C/1975 T2 (Suzuki–Saigusa–Mori)

Discovery
- Discovered by: Shigenori Suzuki; Yoshikazu Saigusa; Hiroaki Mori;
- Discovery site: Japan
- Discovery date: 5 October 1975

Designations
- Alternative designations: 1975 X, 1975k

Orbital characteristics
- Epoch: 31 October 1975 (JD 2442716.5)
- Observation arc: 90 days
- Number of observations: 112
- Aphelion: 115.6 AU
- Perihelion: 0.838 AU
- Semi-major axis: 58.2 AU
- Eccentricity: 0.9856
- Orbital period: 444 years
- Inclination: 118.233°
- Longitude of ascending node: 216.805°
- Argument of periapsis: 152.020°
- Last perihelion: 15 October 1975
- Next perihelion: ~2410
- T_{Jupiter}: -0.446
- Earth MOID: 0.099 AU
- Jupiter MOID: 1.28 AU
- Comet total magnitude (M1): 9.7

= C/1975 T2 (Suzuki–Saigusa–Mori) =

Long-period comet

C/1975 T2 (Suzuki–Saigusa–Mori) is a long-period comet discovered on 5 October 1975. The comet approached Earth at a distance of 0.1 AU on 31 October 1975 and became visible with the naked eye.
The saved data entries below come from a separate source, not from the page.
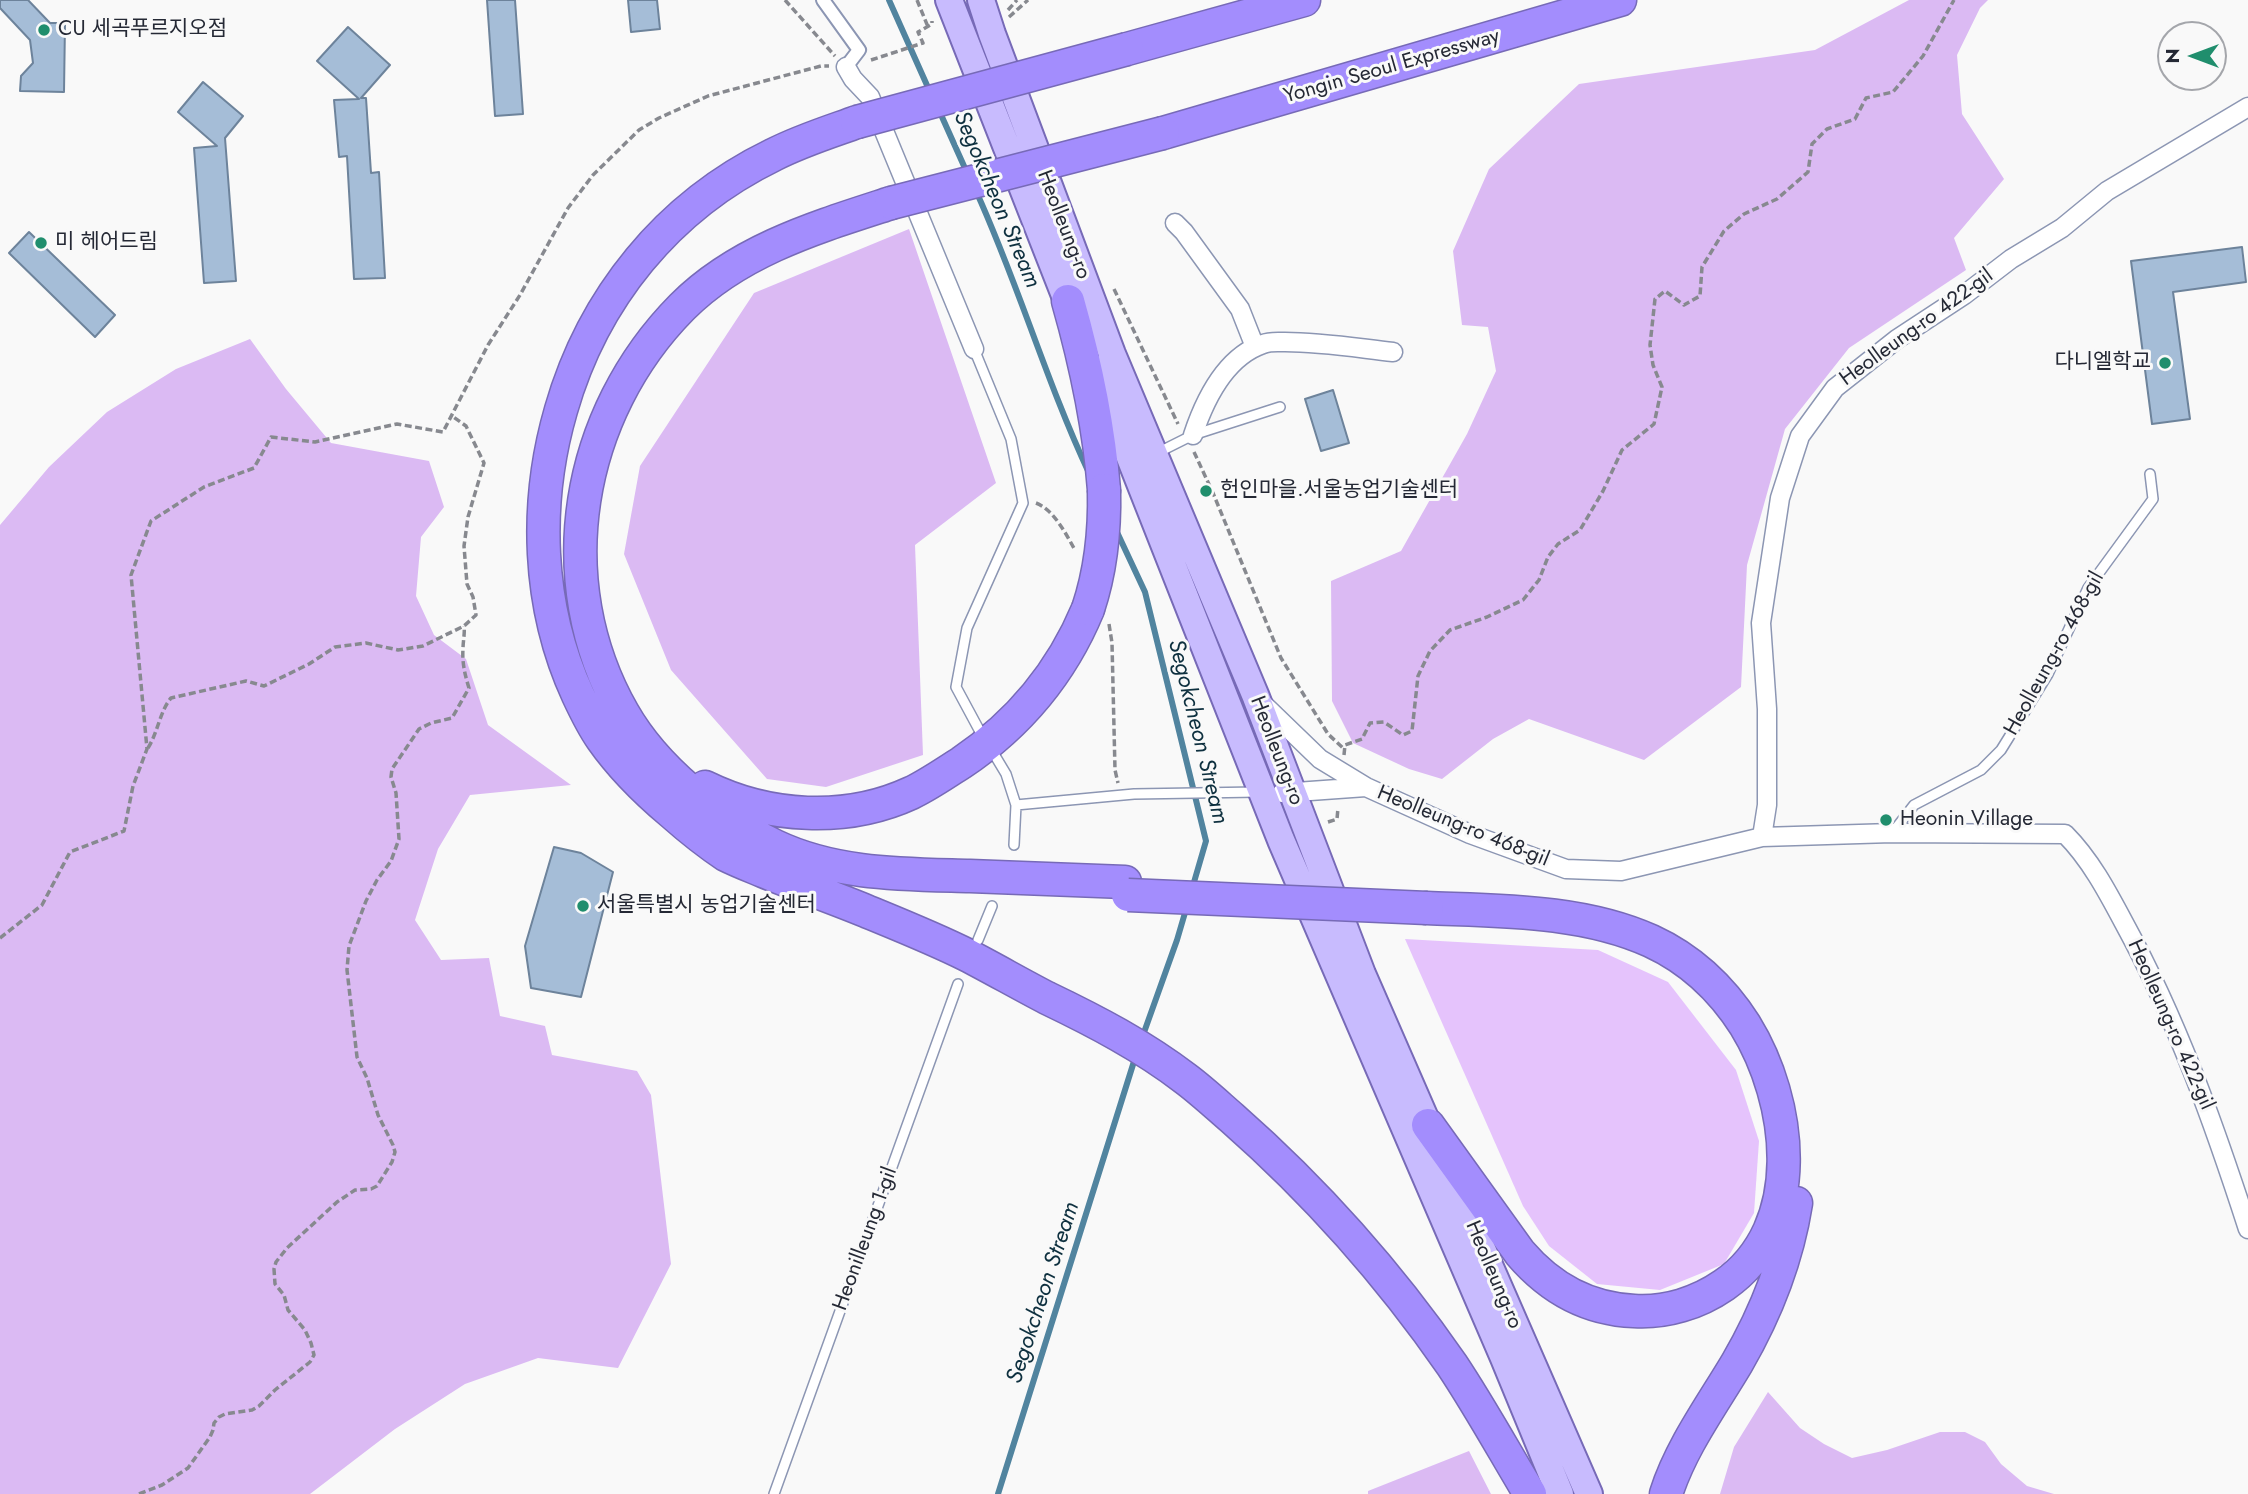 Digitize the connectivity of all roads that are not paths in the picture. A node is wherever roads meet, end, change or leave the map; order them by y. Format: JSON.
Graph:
{"nodes":[{"id":1,"x":824,"y":0,"type":"edge"},
{"id":2,"x":948,"y":0,"type":"edge"},
{"id":3,"x":981,"y":0,"type":"edge"},
{"id":4,"x":1304,"y":0,"type":"edge"},
{"id":5,"x":1620,"y":0,"type":"edge"},
{"id":6,"x":846,"y":67,"type":"joint"},
{"id":7,"x":2248,"y":107,"type":"edge"},
{"id":8,"x":1175,"y":223,"type":"dead end"},
{"id":9,"x":1068,"y":301,"type":"junction"},
{"id":10,"x":1255,"y":347,"type":"junction"},
{"id":11,"x":974,"y":349,"type":"joint"},
{"id":12,"x":1393,"y":352,"type":"dead end"},
{"id":13,"x":1280,"y":407,"type":"dead end"},
{"id":14,"x":1190,"y":437,"type":"junction"},
{"id":15,"x":1154,"y":455,"type":"junction"},
{"id":16,"x":2150,"y":474,"type":"dead end"},
{"id":17,"x":1256,"y":697,"type":"junction"},
{"id":18,"x":658,"y":760,"type":"junction"},
{"id":19,"x":1341,"y":782,"type":"junction"},
{"id":20,"x":1263,"y":792,"type":"junction"},
{"id":21,"x":1292,"y":793,"type":"junction"},
{"id":22,"x":651,"y":795,"type":"junction"},
{"id":23,"x":1016,"y":805,"type":"junction"},
{"id":24,"x":1892,"y":833,"type":"junction"},
{"id":25,"x":2065,"y":834,"type":"joint"},
{"id":26,"x":1762,"y":837,"type":"junction"},
{"id":27,"x":1014,"y":845,"type":"dead end"},
{"id":28,"x":1127,"y":888,"type":"junction"},
{"id":29,"x":1425,"y":900,"type":"junction"},
{"id":30,"x":992,"y":905,"type":"dead end"},
{"id":31,"x":978,"y":940,"type":"dead end"},
{"id":32,"x":958,"y":984,"type":"dead end"},
{"id":33,"x":1428,"y":1125,"type":"junction"},
{"id":34,"x":2248,"y":1229,"type":"edge"},
{"id":35,"x":775,"y":1494,"type":"edge"},
{"id":36,"x":1530,"y":1494,"type":"edge"},
{"id":37,"x":1560,"y":1494,"type":"edge"},
{"id":38,"x":1589,"y":1494,"type":"edge"},
{"id":39,"x":1666,"y":1494,"type":"edge"}],
"edges":[{"from":1,"to":6,"type":"street"},
{"from":2,"to":9,"type":"main road","name":"Heolleung-ro"},
{"from":3,"to":15,"type":"main road","name":"Heolleung-ro"},
{"from":4,"to":22,"type":"highway","bridge":true},
{"from":5,"to":18,"type":"highway","name":"Yongin Seoul Expressway","bridge":true},
{"from":6,"to":11,"type":"street"},
{"from":7,"to":26,"type":"street","name":"Heolleung-ro 422-gil"},
{"from":8,"to":10,"type":"street"},
{"from":9,"to":18,"type":"highway","bridge":true},
{"from":9,"to":20,"type":"main road","name":"Heolleung-ro"},
{"from":10,"to":12,"type":"street"},
{"from":10,"to":14,"type":"street"},
{"from":11,"to":23,"type":"lane"},
{"from":13,"to":14,"type":"lane"},
{"from":14,"to":15,"type":"lane"},
{"from":15,"to":17,"type":"main road","name":"Heolleung-ro"},
{"from":16,"to":24,"type":"lane","name":"Heolleung-ro 468-gil"},
{"from":17,"to":19,"type":"street","name":"Heolleung-ro 468-gil"},
{"from":17,"to":21,"type":"main road","name":"Heolleung-ro"},
{"from":18,"to":28,"type":"highway"},
{"from":19,"to":21,"type":"street"},
{"from":19,"to":26,"type":"street","name":"Heolleung-ro 468-gil"},
{"from":20,"to":21,"type":"street"},
{"from":20,"to":23,"type":"lane","name":"Heolleung-ro"},
{"from":20,"to":37,"type":"main road","name":"Heolleung-ro"},
{"from":21,"to":33,"type":"main road","name":"Heolleung-ro"},
{"from":22,"to":28,"type":"highway"},
{"from":22,"to":36,"type":"highway"},
{"from":23,"to":27,"type":"lane"},
{"from":24,"to":25,"type":"street","name":"Heolleung-ro 468-gil"},
{"from":24,"to":26,"type":"street","name":"Heolleung-ro 468-gil"},
{"from":25,"to":34,"type":"street","name":"Heolleung-ro 422-gil"},
{"from":28,"to":29,"type":"highway"},
{"from":29,"to":33,"type":"highway"},
{"from":29,"to":39,"type":"highway"},
{"from":30,"to":31,"type":"lane"},
{"from":32,"to":35,"type":"lane","name":"Heonilleung 1-gil"},
{"from":33,"to":38,"type":"main road","name":"Heolleung-ro"}]}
The comet has been associated with the lambda Ursae Majorids meteor shower.

== Observational history ==
The comet was discovered independently on 5 October 1975 by five Japanese observers, Shigenori Suzuki from Aichi, Yoshikazu Saigusa from Kofu, Yamanashi, Hiroaki Mori from Mugegawa, Gifu, Kiyomi Okazaki from Kahoku, Yamagata and Shigeru Furuyama from Tone, Ibaraki, all within 30 minutes. By international agreement, comets bear the names of the three discoverers whose telegrams arrive first at the Central Bureau for Astronomical Telegrams. C/1975 T2 therefore is appended Suzuki–Saigusa–Mori.

Mori had also co-discovered another comet, C/1975 T1 (Mori–Sato–Fujikawa), 70 minutes before spotting C/1975 T2, the first time a person discovered two comets in one night. Mori was using 20×120 binoculars while the other discovers were using reflector telescopes. The comet was also discovered independently by Giovanni Casari from Novi di Modena on 6 October.

Upon discovery the comet was described as diffuse, without central concentration or tail, and an apparent magnitude of 9. The comet displayed very little apparent motion, as it was heading towards Earth. The comet brightened rapidly as it passed perihelion on 15 October and then moved towards Earth, with the closest approach taking place on 31 October. On 20 October 1975 the comet had brightened to a magnitude of 8. On 22 October John Bortle estimated its magnitude to be 6.8. On 28 October he estimated its magnitude to 5.5, while the coma had increased in size from 5 arcminutes on 12 October to 12 arcminutes on 28 October. Also on 28 October, Bortle reported that the comet had a tail about one degree long and a diffuse halo about one degree across.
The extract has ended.